No ípsilon de há umas semanas o crítico David Kehr escrevia que os filmes feitos em 1927 eram incrivelmente mais sofisticados do que os de hoje, e acrescentava que o forçado happy end de 'O Artista' mostra-o bem. Quem já tenha visto alguns dos clássicos do mudo não pode deixar de concordar.
O argumento de 'O Artista', sobre a decadência de uma vedeta do mudo e a ascensão de uma estrela surgida com o sonoro, mais o consequente romance entre ambos, é muito batido e a realização, não obstante algumas brincadeiras com o som (o filme não tem diálogos mas está cheio de música e sons) e com os intertítulos (o 'bang!') não sai da mediania e jamais surpreende. É um filme simpático, mas não mais do que isso.
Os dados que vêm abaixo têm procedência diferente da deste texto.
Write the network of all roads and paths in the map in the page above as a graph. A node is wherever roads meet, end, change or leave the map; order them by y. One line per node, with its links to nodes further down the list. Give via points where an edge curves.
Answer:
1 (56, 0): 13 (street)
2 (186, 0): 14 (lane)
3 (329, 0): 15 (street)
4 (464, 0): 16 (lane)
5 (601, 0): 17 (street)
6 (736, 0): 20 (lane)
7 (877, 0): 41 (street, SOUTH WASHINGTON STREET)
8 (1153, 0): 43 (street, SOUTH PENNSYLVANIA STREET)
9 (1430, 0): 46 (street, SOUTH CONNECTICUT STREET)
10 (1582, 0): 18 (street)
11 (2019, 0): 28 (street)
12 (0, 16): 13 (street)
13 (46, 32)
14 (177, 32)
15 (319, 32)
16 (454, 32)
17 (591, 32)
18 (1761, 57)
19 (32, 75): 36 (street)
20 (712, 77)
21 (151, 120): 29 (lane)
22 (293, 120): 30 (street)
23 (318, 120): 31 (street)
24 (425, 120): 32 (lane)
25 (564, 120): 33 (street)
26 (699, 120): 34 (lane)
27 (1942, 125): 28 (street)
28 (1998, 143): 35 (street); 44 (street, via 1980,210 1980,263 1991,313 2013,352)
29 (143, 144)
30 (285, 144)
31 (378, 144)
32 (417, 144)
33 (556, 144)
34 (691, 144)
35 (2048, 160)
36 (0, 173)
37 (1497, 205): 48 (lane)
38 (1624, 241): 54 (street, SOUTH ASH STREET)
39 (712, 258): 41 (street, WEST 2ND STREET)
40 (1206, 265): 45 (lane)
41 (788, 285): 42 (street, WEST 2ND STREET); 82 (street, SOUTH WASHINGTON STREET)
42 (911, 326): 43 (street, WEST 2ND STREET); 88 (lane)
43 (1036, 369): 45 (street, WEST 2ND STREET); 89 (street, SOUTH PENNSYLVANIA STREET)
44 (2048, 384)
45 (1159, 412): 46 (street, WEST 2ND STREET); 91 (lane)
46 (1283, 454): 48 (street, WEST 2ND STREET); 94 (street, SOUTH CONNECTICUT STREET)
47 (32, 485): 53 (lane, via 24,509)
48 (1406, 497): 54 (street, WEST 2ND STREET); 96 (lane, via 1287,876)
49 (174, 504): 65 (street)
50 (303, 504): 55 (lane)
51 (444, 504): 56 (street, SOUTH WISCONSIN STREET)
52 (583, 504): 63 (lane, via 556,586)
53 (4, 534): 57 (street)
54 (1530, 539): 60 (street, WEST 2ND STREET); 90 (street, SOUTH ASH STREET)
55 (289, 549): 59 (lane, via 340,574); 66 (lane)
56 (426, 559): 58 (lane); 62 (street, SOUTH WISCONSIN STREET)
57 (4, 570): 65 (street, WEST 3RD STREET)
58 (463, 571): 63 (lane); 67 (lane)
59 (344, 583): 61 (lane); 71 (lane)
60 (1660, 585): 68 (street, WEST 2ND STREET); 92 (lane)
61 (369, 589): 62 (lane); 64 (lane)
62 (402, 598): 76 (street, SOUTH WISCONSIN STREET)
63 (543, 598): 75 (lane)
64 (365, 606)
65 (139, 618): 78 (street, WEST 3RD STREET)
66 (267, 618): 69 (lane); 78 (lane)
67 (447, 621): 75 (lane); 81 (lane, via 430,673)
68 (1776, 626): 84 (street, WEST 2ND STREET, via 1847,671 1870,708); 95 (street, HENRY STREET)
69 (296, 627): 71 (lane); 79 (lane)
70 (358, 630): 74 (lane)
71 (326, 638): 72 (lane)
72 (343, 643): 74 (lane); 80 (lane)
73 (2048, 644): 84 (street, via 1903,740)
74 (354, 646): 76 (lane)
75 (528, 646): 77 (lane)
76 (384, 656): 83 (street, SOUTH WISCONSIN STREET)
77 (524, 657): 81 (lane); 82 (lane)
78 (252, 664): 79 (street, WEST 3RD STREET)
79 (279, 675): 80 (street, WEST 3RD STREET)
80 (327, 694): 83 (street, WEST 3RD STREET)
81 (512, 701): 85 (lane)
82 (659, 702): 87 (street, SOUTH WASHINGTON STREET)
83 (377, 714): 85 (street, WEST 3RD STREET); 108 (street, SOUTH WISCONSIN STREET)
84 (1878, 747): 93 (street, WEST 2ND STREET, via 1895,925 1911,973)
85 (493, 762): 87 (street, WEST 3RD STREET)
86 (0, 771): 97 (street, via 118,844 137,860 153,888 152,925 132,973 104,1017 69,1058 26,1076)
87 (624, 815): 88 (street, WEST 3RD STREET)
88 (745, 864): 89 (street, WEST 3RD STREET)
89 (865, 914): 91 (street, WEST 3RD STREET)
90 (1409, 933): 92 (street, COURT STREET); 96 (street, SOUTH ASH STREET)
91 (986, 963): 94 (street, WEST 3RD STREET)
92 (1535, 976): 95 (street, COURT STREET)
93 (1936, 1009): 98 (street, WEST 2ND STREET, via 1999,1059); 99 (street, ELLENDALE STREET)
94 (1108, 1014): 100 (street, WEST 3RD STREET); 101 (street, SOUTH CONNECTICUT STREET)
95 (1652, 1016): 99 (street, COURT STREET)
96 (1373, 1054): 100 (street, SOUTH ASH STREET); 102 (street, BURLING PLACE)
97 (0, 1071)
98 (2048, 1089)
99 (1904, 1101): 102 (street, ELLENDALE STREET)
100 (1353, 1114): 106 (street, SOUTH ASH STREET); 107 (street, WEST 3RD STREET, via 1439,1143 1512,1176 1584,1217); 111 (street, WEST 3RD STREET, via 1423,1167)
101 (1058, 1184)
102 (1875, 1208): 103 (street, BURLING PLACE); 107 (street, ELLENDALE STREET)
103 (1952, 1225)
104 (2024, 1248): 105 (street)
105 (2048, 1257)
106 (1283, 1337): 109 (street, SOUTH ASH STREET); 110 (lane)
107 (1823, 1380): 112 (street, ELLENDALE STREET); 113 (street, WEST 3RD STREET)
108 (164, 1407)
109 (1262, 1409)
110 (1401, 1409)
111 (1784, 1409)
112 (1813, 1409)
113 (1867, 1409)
Mas, claro, não há que deixar de elogiar a coragem de Michel Hazanavicius em fazer um filme quase-mudo e a preto e branco nos dias que correm, e a sua vontade de homenagear uma grande arte desaparecida há 80 anos. Ou seja, é o gesto cinéfilo que merece acima de tudo a nossa simpatia.
The Artist, França, 2011. Realização: Michel Hazanavicius. Com: Jean Dujardin, Bérénice Bejo, John Goodman, James Cromwell, Penelope Ann Miller.